*** MATERIAL PROVIDED Section Begins ***

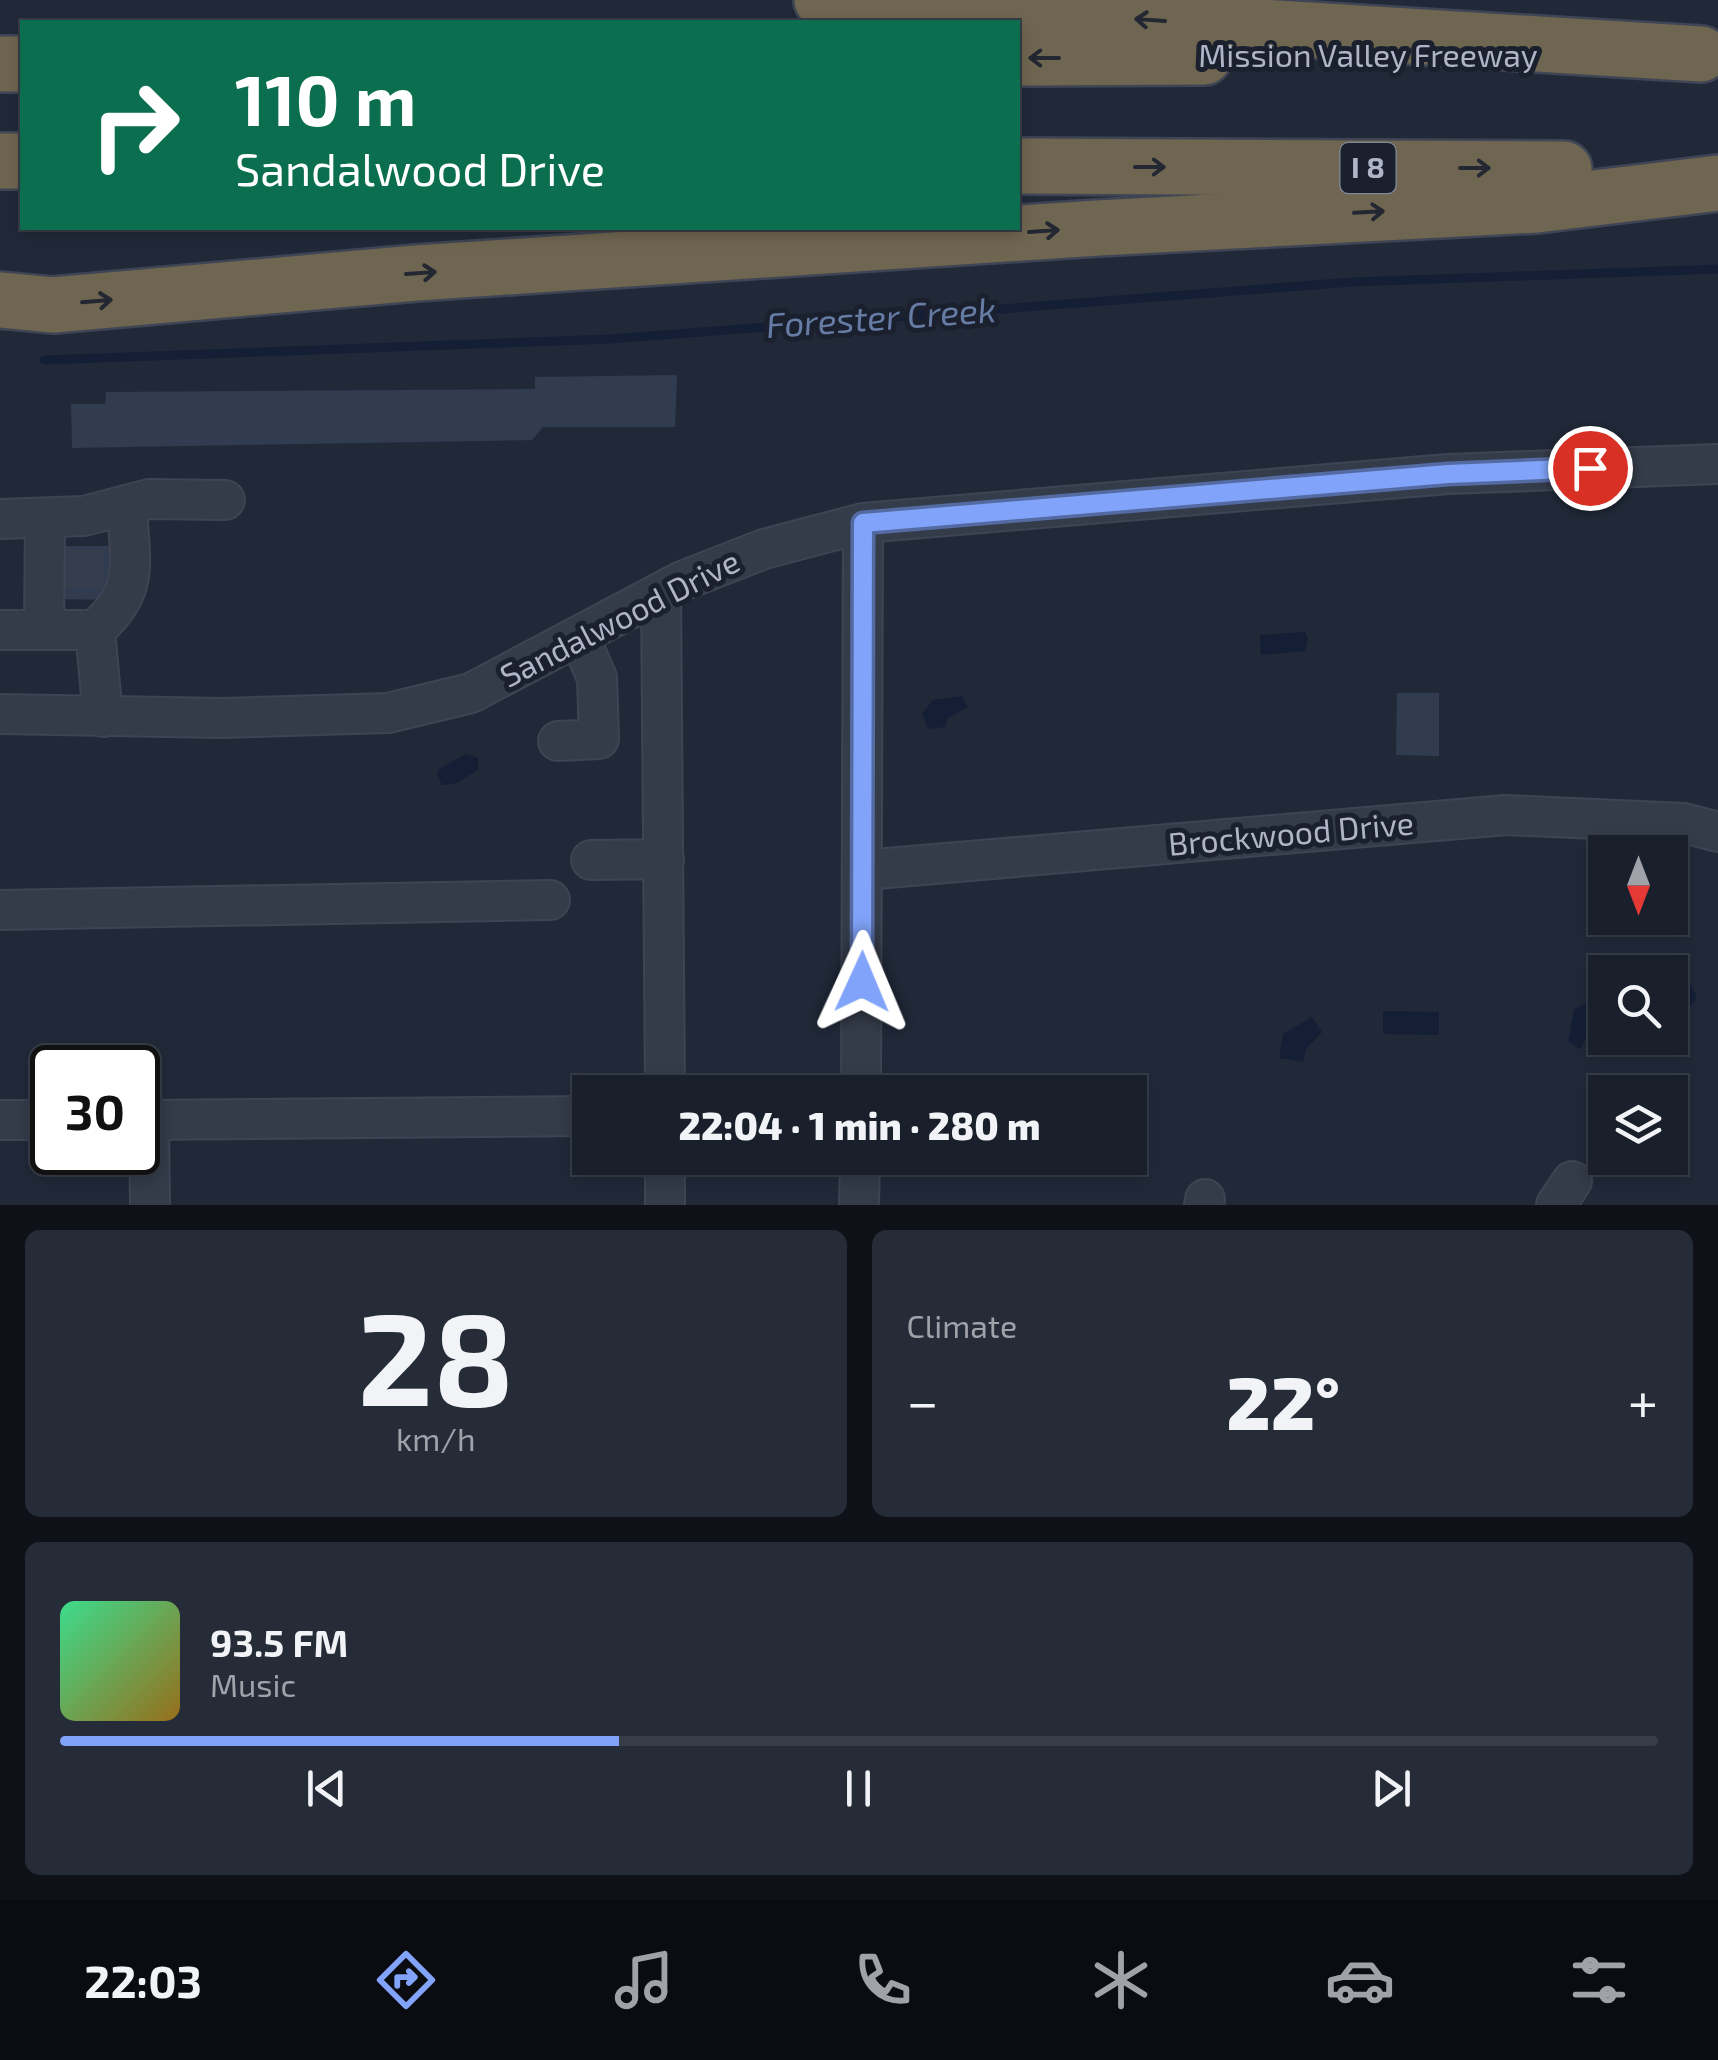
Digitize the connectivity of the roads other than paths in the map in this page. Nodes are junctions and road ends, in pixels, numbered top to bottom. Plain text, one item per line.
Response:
1 (822, 0) edge
2 (1710, 54) edge
3 (1020, 58) edge
4 (1020, 166) edge
5 (1718, 169) edge
6 (1718, 183) edge
7 (0, 300) edge
8 (1718, 464) edge
9 (224, 500) dead end
10 (128, 506) junction
11 (0, 519) edge
12 (44, 519) junction
13 (863, 523) junction
14 (661, 593) junction
15 (88, 620) junction
16 (0, 630) edge
17 (44, 630) junction
18 (580, 638) junction
19 (0, 714) edge
20 (103, 717) junction
21 (558, 741) dead end
22 (1718, 832) edge
23 (664, 859) junction
24 (591, 860) dead end
25 (864, 870) junction
26 (550, 900) dead end
27 (0, 910) edge
28 (665, 1075) edge
29 (861, 1075) edge
30 (572, 1116) edge
31 (0, 1120) edge
32 (30, 1120) edge
33 (160, 1120) edge
34 (148, 1175) edge
35 (665, 1175) edge
36 (860, 1175) edge
37 (150, 1205) edge
38 (665, 1205) edge
39 (859, 1205) edge

2 -> 1 highway
2 -> 3 highway, Mission Valley Freeway
4 -> 5 highway, I 8
7 -> 6 highway
8 - 13 street, Sandalwood Drive
9 - 10 street
10 - 12 street
10 - 15 street
11 - 12 street
12 - 17 street
13 - 14 street, Sandalwood Drive
13 - 25 street
14 - 18 street, Sandalwood Drive
14 - 23 street
15 - 17 street
15 - 20 street
16 - 17 street
18 - 20 street, Sandalwood Drive
18 - 21 street
19 - 20 street, Sandalwood Drive
22 - 25 street, Brockwood Drive
23 - 24 street
23 - 28 street
25 - 29 street
26 - 27 street
30 - 33 street
31 - 32 street
34 - 37 street
35 - 38 street
36 - 39 street

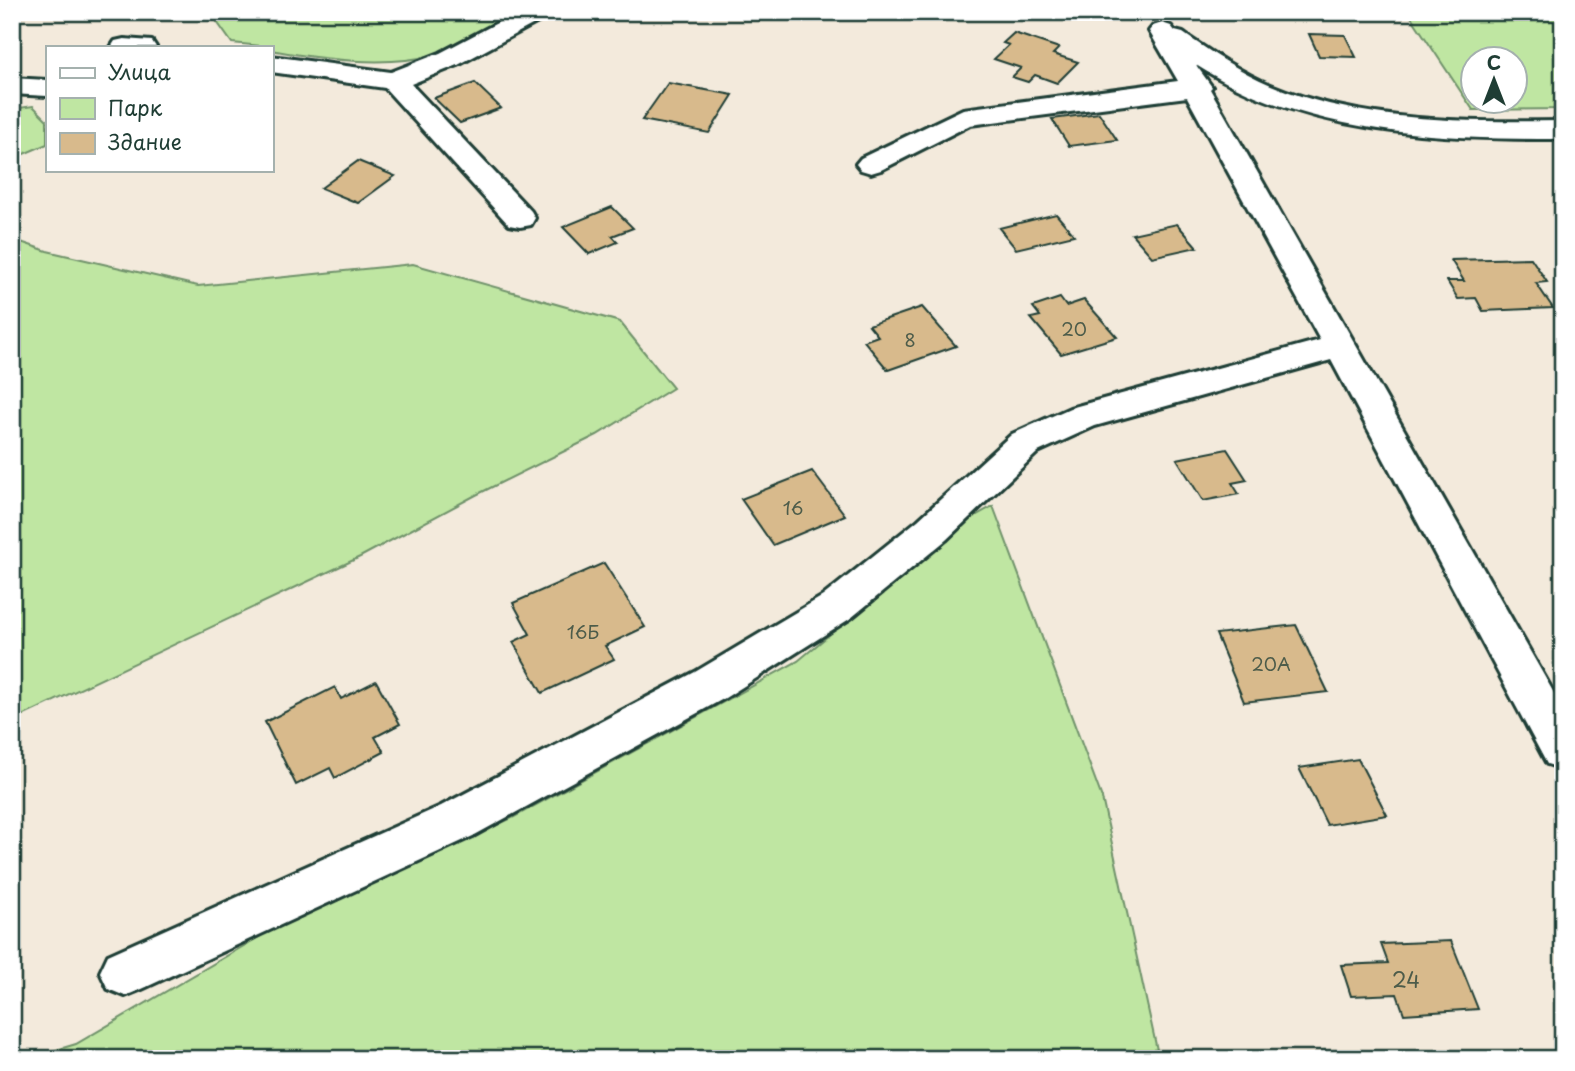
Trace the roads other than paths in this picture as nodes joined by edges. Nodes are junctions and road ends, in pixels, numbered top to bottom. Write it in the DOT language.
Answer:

*** MATERIAL PROVIDED Section Ends ***

• YOUR GOAL
Please transcribe every entry exactly as written, leaving the pictures out.

• RESPONSE
Digitize the connectivity of the roads other than paths in the map in this page. Nodes are junctions and road ends, in pixels, numbered top to bottom. Plain text, one item per line.
Response:
1 (822, 0) edge
2 (1710, 54) edge
3 (1020, 58) edge
4 (1020, 166) edge
5 (1718, 169) edge
6 (1718, 183) edge
7 (0, 300) edge
8 (1718, 464) edge
9 (224, 500) dead end
10 (128, 506) junction
11 (0, 519) edge
12 (44, 519) junction
13 (863, 523) junction
14 (661, 593) junction
15 (88, 620) junction
16 (0, 630) edge
17 (44, 630) junction
18 (580, 638) junction
19 (0, 714) edge
20 (103, 717) junction
21 (558, 741) dead end
22 (1718, 832) edge
23 (664, 859) junction
24 (591, 860) dead end
25 (864, 870) junction
26 (550, 900) dead end
27 (0, 910) edge
28 (665, 1075) edge
29 (861, 1075) edge
30 (572, 1116) edge
31 (0, 1120) edge
32 (30, 1120) edge
33 (160, 1120) edge
34 (148, 1175) edge
35 (665, 1175) edge
36 (860, 1175) edge
37 (150, 1205) edge
38 (665, 1205) edge
39 (859, 1205) edge

2 -> 1 highway
2 -> 3 highway, Mission Valley Freeway
4 -> 5 highway, I 8
7 -> 6 highway
8 - 13 street, Sandalwood Drive
9 - 10 street
10 - 12 street
10 - 15 street
11 - 12 street
12 - 17 street
13 - 14 street, Sandalwood Drive
13 - 25 street
14 - 18 street, Sandalwood Drive
14 - 23 street
15 - 17 street
15 - 20 street
16 - 17 street
18 - 20 street, Sandalwood Drive
18 - 21 street
19 - 20 street, Sandalwood Drive
22 - 25 street, Brockwood Drive
23 - 24 street
23 - 28 street
25 - 29 street
26 - 27 street
30 - 33 street
31 - 32 street
34 - 37 street
35 - 38 street
36 - 39 street

Trace the roads other than paths in this picture as nodes joined by edges. Nodes are junctions and road ends, in pixels, numbered top to bottom. Write it in the DOT language.
Answer:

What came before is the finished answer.